◆ **EXERCISE**: Repeat every line below exactly as it reads.

◆ **Data entries**:
================================

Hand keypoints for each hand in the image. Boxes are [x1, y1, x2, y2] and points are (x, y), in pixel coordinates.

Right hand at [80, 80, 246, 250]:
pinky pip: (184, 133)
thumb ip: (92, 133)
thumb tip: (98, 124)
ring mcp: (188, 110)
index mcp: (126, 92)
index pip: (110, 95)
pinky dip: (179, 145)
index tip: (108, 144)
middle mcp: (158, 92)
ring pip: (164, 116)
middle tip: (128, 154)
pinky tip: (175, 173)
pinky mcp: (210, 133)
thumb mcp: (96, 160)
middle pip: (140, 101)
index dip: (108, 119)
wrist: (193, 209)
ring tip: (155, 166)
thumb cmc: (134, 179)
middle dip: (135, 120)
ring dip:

================================

◆ **RESPONSE TO THE TASK**:
Hand keypoints for each hand in the image. Boxes are [x1, y1, x2, y2] and points are (x, y), in pixel coordinates.

Right hand at [80, 80, 246, 250]:
pinky pip: (184, 133)
thumb ip: (92, 133)
thumb tip: (98, 124)
ring mcp: (188, 110)
index mcp: (126, 92)
index pip: (110, 95)
pinky dip: (179, 145)
index tip: (108, 144)
middle mcp: (158, 92)
ring pip: (164, 116)
middle tip: (128, 154)
pinky tip: (175, 173)
pinky mcp: (210, 133)
thumb mcp: (96, 160)
middle pip: (140, 101)
index dip: (108, 119)
wrist: (193, 209)
ring tip: (155, 166)
thumb cmc: (134, 179)
middle dip: (135, 120)
ring dip:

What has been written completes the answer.